The Administrative Arrangements Order is one of the dullest but most important government documents. It lists departments, the matters they deal with and the legislation they administer. It may appear as a long, boring list, but it has huge consequences for staffing, location and leadership. The AAO issued by the new government yesterday changes the machinery of government in some important ways.
Bringing tertiary education back into the Education Department is a sensible move, allowing better policy development over the whole of education. But leaving vocational education behind in the Industry Department leaves that function as an outlier which may lose focus and direction. This could be the intention, if the long-term goal is for VET to be left entirely to the states and territories, but makes for an uncertain period ahead. Industry itself will have more than enough to worry about — it has the largest span of responsibilities of any department, a full A4 page.
The move of sport to Health on the surface seems logical, on the presumption that sport makes people healthy. Digging deeper, it’s worth noting that Commonwealth involvement in sport up has been mostly about elites, including bodies such as the Australian Sports Commission and sports anti-doping authority. It will be interesting to see if funding is diverted from these to grassroots community sports that have more obvious health benefits.
AusAID is now part of the Foreign Affairs Department, so that aid priorities can be more closely aligned to diplomatic interests. In the Fairfax press today World Vision’s Tim Costello argued this was a worrying move but distanced himself from those he termed “purists” who argue that aid should be solely about reducing poverty. Australia’s aid program has never been that pure: it always had strong foreign policy interests. The machinery of government change is simply acknowledging the fact. Indeed Australia is less aggressive than many countries in using aid to pursue foreign policy (China quite openly expects its aid recipients in the Pacific to support it on various diplomatic causes).
“There is a big risk ahead for the Prime Minister’s own department, Prime Minister and Cabinet, in being given indigenous policy …”
If the move of AusAID delivers a greater focus on aid effectiveness it will be a big improvement in public administration. It may also help address the practice, condemned in past reviews, of millions of aid dollars being channelled through companies staffed primarily by former AusAID officials who take a generous cut on the way through. However, being in a bigger portfolio without a separate spotlight might perversely allow such practices to be swept under the carpet. If the Parliament is alert to this possibility, DFAT can expect a much more rigorous going-over from Senate committees.

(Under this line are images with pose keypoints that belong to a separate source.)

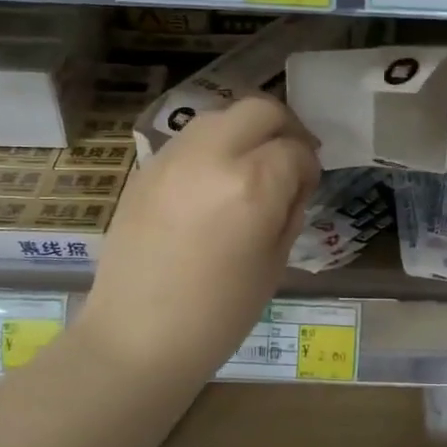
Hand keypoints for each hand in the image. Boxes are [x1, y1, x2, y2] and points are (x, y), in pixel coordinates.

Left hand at [80, 94, 319, 386]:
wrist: (137, 337)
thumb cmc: (218, 314)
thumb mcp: (274, 263)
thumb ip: (289, 211)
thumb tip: (293, 184)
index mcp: (253, 184)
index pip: (295, 150)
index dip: (309, 167)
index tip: (308, 187)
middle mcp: (212, 156)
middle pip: (260, 109)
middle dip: (284, 128)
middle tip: (290, 159)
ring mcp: (173, 157)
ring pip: (221, 115)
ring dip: (246, 131)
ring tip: (252, 165)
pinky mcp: (146, 168)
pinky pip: (190, 139)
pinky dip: (213, 146)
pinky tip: (214, 180)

There is a big risk ahead for the Prime Minister’s own department, Prime Minister and Cabinet, in being given indigenous policy and service delivery. This department is exceptionally good at fighting fires and producing what ministerial staff call “announceables”. If you want a multi-billion-dollar policy statement in the next three weeks, they are the ones to go to. It has never been noted for putting in long, hard yards in implementation. Yet that is exactly what indigenous policy requires. Abbott has demonstrated that he wants to achieve something with indigenous affairs. He plans to spend a week a year in an indigenous community, and has a track record of working at indigenous communities. He is not going to look favourably on his department if it fails to deliver.
There have been some secretary changes, but the head of the Prime Minister’s Department, Dr Ian Watt, remains. With both of the two new departmental secretary appointments coming out of PM&C, it seems Watt is intending to stay in charge of the public service and put his mark on it. While a stint in PM&C has in the past been one of several possible routes to head a department, today it has become a necessity. It was a practice favoured by Max Moore-Wilton when he headed PM&C in the Howard government — where one of his deputies (who became a departmental head) was Watt.
There were also some secretarial sackings, as Bernard Keane discusses in Crikey today.
In deciding on a simpler set of departmental titles, Abbott has done us all a favour. There is a virtue in clarity and simplicity. Science spokespeople should stop worrying about whether they have a minister. Clearly they do, and a very powerful one, in Ian Macfarlane. Nagging about science tertiary education being moved to the education department is like lawyers complaining that university law schools aren’t funded out of the Attorney-General’s Department. What matters is what gets done; coming over as precious about the symbolism of a departmental name is crazy strategy, likely to irritate the government. We have not seen minerals, energy or food processors (all in the Industry Department) complaining that they are not in its title.
The one area where the government has eschewed simplification is spelling. A sharp-eyed Crikey reader has noticed that the AAOs now use “programme” instead of “program”. The anonymous tipper suggests those extra two letters “could get tricky, if the new ministers pick up where their Howard-era predecessors left off, and restrict briefings to one page briefs”.